■ **Problem details**: Nothing may be left out of the listing below but its images; repeat the rest exactly.

::::

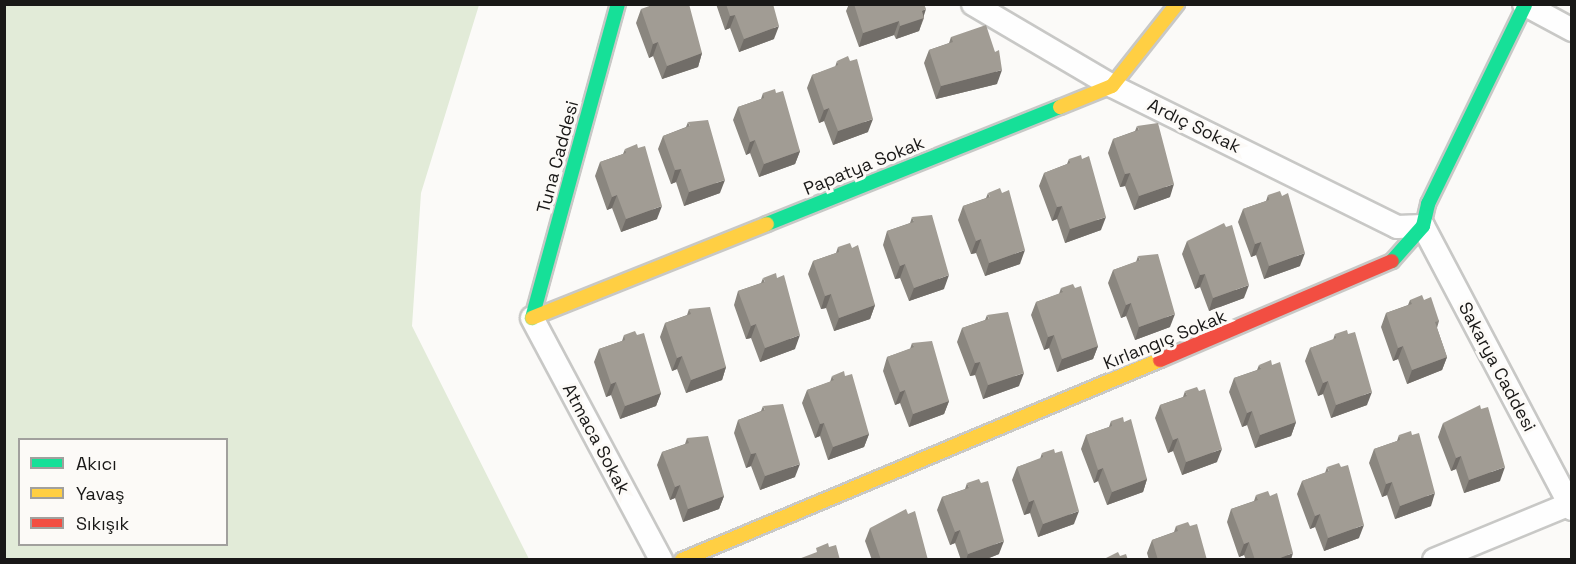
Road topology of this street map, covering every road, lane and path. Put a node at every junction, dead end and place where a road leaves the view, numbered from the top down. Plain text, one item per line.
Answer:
1 (618, 4) edge
2 (973, 4) edge
3 (1177, 4) edge
4 (1524, 5) edge
5 (1572, 30) edge
6 (1112, 86) junction
7 (1423, 226) junction
8 (532, 318) junction
9 (1571, 506) edge
10 (661, 560) edge
11 (682, 560) edge
12 (1434, 560) edge

1 - 8 street, Tuna Caddesi
2 - 6 street, Ardıç Sokak
3 - 6 street, Papatya Sokak
4 - 5 street
4 - 7 street, Kırlangıç Sokak
6 - 7 street, Ardıç Sokak
6 - 8 street, Papatya Sokak
7 - 9 street, Sakarya Caddesi
7 - 11 street, Kırlangıç Sokak
8 - 10 street, Atmaca Sokak
9 - 12 street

::::

■ **Response**:
Road topology of this street map, covering every road, lane and path. Put a node at every junction, dead end and place where a road leaves the view, numbered from the top down. Plain text, one item per line.
Answer:
1 (618, 4) edge
2 (973, 4) edge
3 (1177, 4) edge
4 (1524, 5) edge
5 (1572, 30) edge
6 (1112, 86) junction
7 (1423, 226) junction
8 (532, 318) junction
9 (1571, 506) edge
10 (661, 560) edge
11 (682, 560) edge
12 (1434, 560) edge

1 - 8 street, Tuna Caddesi
2 - 6 street, Ardıç Sokak
3 - 6 street, Papatya Sokak
4 - 5 street
4 - 7 street, Kırlangıç Sokak
6 - 7 street, Ardıç Sokak
6 - 8 street, Papatya Sokak
7 - 9 street, Sakarya Caddesi
7 - 11 street, Kırlangıç Sokak
8 - 10 street, Atmaca Sokak
9 - 12 street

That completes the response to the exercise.